2) In the RAI response, the applicant stated that three analysis cases (involving different combinations of concrete cracking and NPM frequency shifting) are considered in the enveloping of SASSI and ANSYS analysis results.

(a) Based on the RAI response, it appears that the design-basis seismic demands for NPM skirt and lug supports are determined by enveloping the results from the SASSI and ANSYS analyses for the three analysis cases described in the RAI response. Each ANSYS analysis case covers two different NPM configurations (NPM1 and NPM6). Please confirm if that is a correct understanding. FSAR Table 3.7.2-34 provides seismic analysis identification codes for key Category I Structure System and Components (SSCs). Since the NPM supports are important structural elements and its seismic demands are determined in a manner distinctive from other structural elements, the applicant should consider expanding Table 3.7.2-34 to include the NPM supports (skirt and lug restraints).

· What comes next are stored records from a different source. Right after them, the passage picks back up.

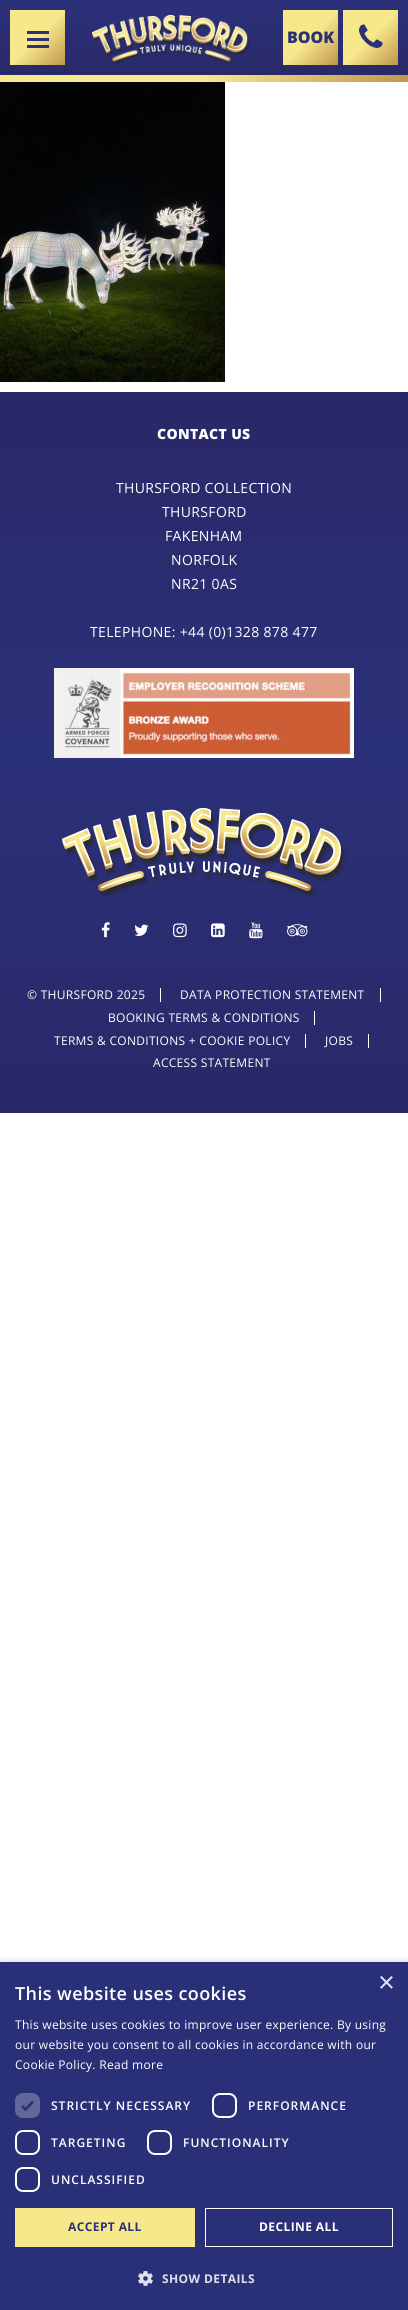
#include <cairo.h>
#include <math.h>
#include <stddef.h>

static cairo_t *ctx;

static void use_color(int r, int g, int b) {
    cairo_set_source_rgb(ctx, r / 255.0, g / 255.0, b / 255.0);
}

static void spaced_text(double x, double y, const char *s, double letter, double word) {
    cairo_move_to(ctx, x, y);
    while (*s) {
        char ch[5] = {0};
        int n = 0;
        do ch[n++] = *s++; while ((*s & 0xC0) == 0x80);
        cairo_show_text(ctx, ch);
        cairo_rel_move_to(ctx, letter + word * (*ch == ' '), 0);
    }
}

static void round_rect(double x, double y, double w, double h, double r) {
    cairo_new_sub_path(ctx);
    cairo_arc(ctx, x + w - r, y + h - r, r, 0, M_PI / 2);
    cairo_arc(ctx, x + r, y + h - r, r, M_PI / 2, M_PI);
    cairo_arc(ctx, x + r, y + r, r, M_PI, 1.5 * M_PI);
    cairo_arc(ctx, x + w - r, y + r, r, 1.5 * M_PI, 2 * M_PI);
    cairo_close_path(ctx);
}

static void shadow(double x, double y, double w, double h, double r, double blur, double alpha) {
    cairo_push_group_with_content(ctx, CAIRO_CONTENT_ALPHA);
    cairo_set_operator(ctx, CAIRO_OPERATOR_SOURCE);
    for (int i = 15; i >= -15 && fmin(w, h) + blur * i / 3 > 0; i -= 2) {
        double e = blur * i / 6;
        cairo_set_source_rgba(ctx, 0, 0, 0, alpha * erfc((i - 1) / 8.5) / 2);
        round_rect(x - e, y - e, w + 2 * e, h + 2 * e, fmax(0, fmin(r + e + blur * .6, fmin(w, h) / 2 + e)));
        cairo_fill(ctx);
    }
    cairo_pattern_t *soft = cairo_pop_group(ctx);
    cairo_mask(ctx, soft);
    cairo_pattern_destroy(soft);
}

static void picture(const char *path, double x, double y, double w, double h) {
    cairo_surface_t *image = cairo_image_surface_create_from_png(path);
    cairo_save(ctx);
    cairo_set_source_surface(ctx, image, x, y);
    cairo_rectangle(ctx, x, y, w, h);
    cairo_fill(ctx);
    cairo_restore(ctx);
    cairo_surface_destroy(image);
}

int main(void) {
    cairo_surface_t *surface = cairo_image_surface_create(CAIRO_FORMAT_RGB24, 408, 2310);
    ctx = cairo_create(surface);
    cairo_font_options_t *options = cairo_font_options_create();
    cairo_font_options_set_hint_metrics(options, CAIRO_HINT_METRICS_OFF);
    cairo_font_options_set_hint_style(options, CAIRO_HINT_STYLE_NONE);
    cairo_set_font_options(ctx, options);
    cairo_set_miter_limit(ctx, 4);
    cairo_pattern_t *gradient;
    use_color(255, 255, 255);
    cairo_paint(ctx);
    gradient = cairo_pattern_create_linear(204, 0, 204, 82);
    cairo_pattern_add_color_stop_rgba(gradient, 0, 0.169, 0.192, 0.475, 1);
    cairo_pattern_add_color_stop_rgba(gradient, 1, 0.161, 0.157, 0.408, 1);
    cairo_set_source(ctx, gradient);
    cairo_pattern_destroy(gradient);
    cairo_rectangle(ctx, 0, 0, 408, 75);
    cairo_fill(ctx);
    gradient = cairo_pattern_create_linear(10, 10, 65, 65);
    cairo_pattern_add_color_stop_rgba(gradient, 0, 0.969, 0.91, 0.545, 1);
    cairo_pattern_add_color_stop_rgba(gradient, 0.5, 0.969, 0.91, 0.545, 1);
    cairo_pattern_add_color_stop_rgba(gradient, 1, 0.761, 0.584, 0.306, 1);
    cairo_set_source(ctx, gradient);
    cairo_pattern_destroy(gradient);
    cairo_rectangle(ctx, 10, 10, 55, 55);
    cairo_fill(ctx);
    use_color(44, 48, 117);
    cairo_rectangle(ctx, 27, 38, 22, 3);
    cairo_fill(ctx);
    cairo_rectangle(ctx, 27, 31, 22, 3);
    cairo_fill(ctx);
    cairo_rectangle(ctx, 27, 45, 22, 3);
    cairo_fill(ctx);
    picture("img1.png", 92, 15, 158, 50);
    gradient = cairo_pattern_create_linear(283, 10, 338, 65);
    cairo_pattern_add_color_stop_rgba(gradient, 0, 0.969, 0.91, 0.545, 1);
    cairo_pattern_add_color_stop_rgba(gradient, 0.5, 0.969, 0.91, 0.545, 1);
    cairo_pattern_add_color_stop_rgba(gradient, 1, 0.761, 0.584, 0.306, 1);
    cairo_set_source(ctx, gradient);
    cairo_pattern_destroy(gradient);
    cairo_rectangle(ctx, 283, 10, 55, 55);
    cairo_fill(ctx);
    cairo_select_font_face(ctx, "Open Sans ExtraBold", CAIRO_FONT_SLANT_NORMAL, CAIRO_FONT_WEIGHT_NORMAL);
    cairo_set_font_size(ctx, 16);
    use_color(44, 48, 117);
    cairo_move_to(ctx, 287, 43);
    cairo_show_text(ctx, "BOOK");
    gradient = cairo_pattern_create_linear(343, 10, 398, 65);
    cairo_pattern_add_color_stop_rgba(gradient, 0, 0.969, 0.91, 0.545, 1);
    cairo_pattern_add_color_stop_rgba(gradient, 0.5, 0.969, 0.91, 0.545, 1);
    cairo_pattern_add_color_stop_rgba(gradient, 1, 0.761, 0.584, 0.306, 1);
    cairo_set_source(ctx, gradient);
    cairo_pattern_destroy(gradient);
    cairo_rectangle(ctx, 343, 10, 55, 55);
    cairo_fill(ctx);
    picture("img2.png", 359, 24, 24, 24);
    gradient = cairo_pattern_create_linear(100, -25, 308, 182);
    cairo_pattern_add_color_stop_rgba(gradient, 0, 0.969, 0.91, 0.545, 1);
    cairo_pattern_add_color_stop_rgba(gradient, 0.5, 0.969, 0.91, 0.545, 1);
    cairo_pattern_add_color_stop_rgba(gradient, 1, 0.761, 0.584, 0.306, 1);
    cairo_set_source(ctx, gradient);
    cairo_pattern_destroy(gradient);
    cairo_rectangle(ctx, 0, 75, 408, 7);
    cairo_fill(ctx);
    picture("img3.png", 0, 82, 225, 300);
    gradient = cairo_pattern_create_linear(204, 392, 204, 1113);
    cairo_pattern_add_color_stop_rgba(gradient, 0, 0.161, 0.157, 0.408, 1);
    cairo_pattern_add_color_stop_rgba(gradient, 0.5, 0.169, 0.192, 0.475, 1);
    cairo_pattern_add_color_stop_rgba(gradient, 1, 0.161, 0.157, 0.408, 1);
    cairo_set_source(ctx, gradient);
    cairo_pattern_destroy(gradient);
    cairo_rectangle(ctx, 0, 392, 408, 721);
    cairo_fill(ctx);
    cairo_set_font_size(ctx, 14);
    use_color(255, 255, 255);
    spaced_text(157, 439, "CONTACT US", 0.35, 0);
    cairo_select_font_face(ctx, "Open Sans", CAIRO_FONT_SLANT_NORMAL, CAIRO_FONT_WEIGHT_NORMAL);
    spaced_text(116, 493, "THURSFORD COLLECTION", 0.35, 0);
    spaced_text(162, 517, "THURSFORD", 0.35, 0);
    spaced_text(165, 541, "FAKENHAM", 0.35, 0);
    spaced_text(171, 565, "NORFOLK", 0.35, 0);
    spaced_text(171, 589, "NR21 0AS", 0.35, 0);
    spaced_text(90, 637, "TELEPHONE: +44 (0)1328 878 477", 0.35, 0);
    picture("img4.png", 54, 668, 300, 90);
    picture("img5.png", 62, 808, 284, 90);
    picture("img6.png", 101, 922, 9, 16);
    picture("img7.png", 134, 924, 15, 12);
    picture("img8.png", 173, 923, 14, 15);
    picture("img9.png", 211, 923, 14, 15);
    picture("img10.png", 249, 922, 14, 17);
    picture("img11.png", 287, 924, 21, 13);
    cairo_rectangle(ctx, 160, 988, 1, 14);
    cairo_fill(ctx);
    cairo_set_font_size(ctx, 12);
    spaced_text(27, 999, "© THURSFORD 2025", 0.3, 0);
    cairo_rectangle(ctx, 380, 988, 1, 14);
    cairo_fill(ctx);
    spaced_text(180, 999, "DATA PROTECTION STATEMENT", 0.3, 0);
    cairo_rectangle(ctx, 314, 1011, 1, 14);
    cairo_fill(ctx);
    spaced_text(108, 1022, "BOOKING TERMS & CONDITIONS", 0.3, 0);
    cairo_rectangle(ctx, 305, 1034, 1, 14);
    cairo_fill(ctx);
    spaced_text(54, 1045, "TERMS & CONDITIONS + COOKIE POLICY", 0.3, 0);
    cairo_rectangle(ctx, 368, 1034, 1, 14);
    cairo_fill(ctx);
    spaced_text(325, 1045, "JOBS", 0.3, 0);
    spaced_text(153, 1067, "ACCESS STATEMENT", 0.3, 0);
    use_color(0, 0, 0);
    shadow(1, 1964, 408, 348, 0, 4, 0.35);
    use_color(42, 48, 120);
    cairo_rectangle(ctx, 0, 1962, 408, 348);
    cairo_fill(ctx);
    cairo_select_font_face(ctx, "Liberation Sans", CAIRO_FONT_SLANT_NORMAL, CAIRO_FONT_WEIGHT_NORMAL);
    cairo_set_font_size(ctx, 29);
    use_color(223, 224, 235);
    cairo_move_to(ctx, 378, 1992);
    cairo_show_text(ctx, "×");
    cairo_select_font_face(ctx, "Open Sans SemiBold", CAIRO_FONT_SLANT_NORMAL, CAIRO_FONT_WEIGHT_NORMAL);
    cairo_set_font_size(ctx, 18);
    use_color(255, 255, 255);
    spaced_text(15, 2000, "This website uses cookies", 0.4, 0);
    cairo_select_font_face(ctx, "Open Sans", CAIRO_FONT_SLANT_NORMAL, CAIRO_FONT_WEIGHT_NORMAL);
    cairo_set_font_size(ctx, 12);
    spaced_text(15, 2029, "This website uses cookies to improve user experience. By using", 0.3, 0);
    spaced_text(15, 2049, "our website you consent to all cookies in accordance with our", 0.3, 0);
    spaced_text(15, 2069, "Cookie Policy. Read more", 0.3, 0);
    use_color(97, 102, 155);
    round_rect(15, 2093, 25, 25, 8);
    cairo_fill(ctx);
    cairo_new_path(ctx);
    cairo_move_to(ctx, 22, 2106);
    cairo_line_to(ctx, 25.5, 2109.5);
    cairo_line_to(ctx, 33, 2101.5);
    use_color(42, 48, 120);
    cairo_set_line_width(ctx, 2.6);
    cairo_stroke(ctx);
    cairo_select_font_face(ctx, "Open Sans SemiBold", CAIRO_FONT_SLANT_NORMAL, CAIRO_FONT_WEIGHT_NORMAL);
    use_color(255, 255, 255);
    spaced_text(51, 2110, "STRICTLY NECESSARY", 1, 0);
    round_rect(213, 2094, 23, 23, 7);
    cairo_set_line_width(ctx, 2);
    cairo_stroke(ctx);
    spaced_text(248, 2110, "PERFORMANCE", 1, 0);
    round_rect(16, 2131, 23, 23, 7);
    cairo_stroke(ctx);
    spaced_text(51, 2147, "TARGETING", 1, 0);
    round_rect(148, 2131, 23, 23, 7);
    cairo_stroke(ctx);
    spaced_text(183, 2147, "FUNCTIONALITY", 1, 0);
    round_rect(16, 2168, 23, 23, 7);
    cairo_stroke(ctx);
    spaced_text(51, 2184, "UNCLASSIFIED", 1, 0);
    use_color(247, 232, 139);
    cairo_rectangle(ctx, 15, 2208, 180, 39);
    cairo_fill(ctx);
    cairo_select_font_face(ctx, "Open Sans", CAIRO_FONT_SLANT_NORMAL, CAIRO_FONT_WEIGHT_BOLD);
    use_color(44, 48, 117);
    spaced_text(68, 2231, "ACCEPT ALL", 0.4, 0);
    cairo_rectangle(ctx, 205.5, 2208.5, 187, 38);
    use_color(255, 255, 255);
    cairo_set_line_width(ctx, 1);
    cairo_stroke(ctx);
    spaced_text(259, 2231, "DECLINE ALL", 0.4, 0);
    picture("img12.png", 138, 2271, 15, 15);
    use_color(223, 224, 235);
    spaced_text(162, 2283, "SHOW DETAILS", 0.4, 0);
    cairo_surface_write_to_png(surface, "result.png");
    cairo_font_options_destroy(options);
    cairo_destroy(ctx);
    cairo_surface_destroy(surface);
    return 0;
}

(b) The third analysis case (Case 3) introduced in the RAI response involves the frequency of NPM reduced by 15 percent. The staff understands that design-basis Reactor Building (RXB) SASSI analysis cases discussed in FSAR Section 3.7.2; all use an NPM beam model with its nominal frequency (100 percent) and no analysis cases involved an NPM with reduced frequency. Please clarify if the applicant ran SASSI analysis with a 15 percent reduced-frequency NPM beam model in establishing the seismic demand envelope for NPM support design.

(c) Please provide a comparison of the SASSI results from analysis Case 1 (cracked concrete and 100 percent NPM frequency) and Case 3 (cracked concrete and 85 percent NPM frequency) introduced in the RAI response.

(d) If the comparison in (c) indicates significant differences, please discuss the potential impact of a reduced-frequency NPM beam model on RXB design-basis seismic demand calculations discussed in FSAR Section 3.7.2.4.

(e) The staff notes that FSAR Table 3B-52 indicates NPM stiffness reduction to 77 percent, which would correspond to 12 percent reduction in frequency (compared to 15 percent mentioned in the RAI response). Please check for consistency.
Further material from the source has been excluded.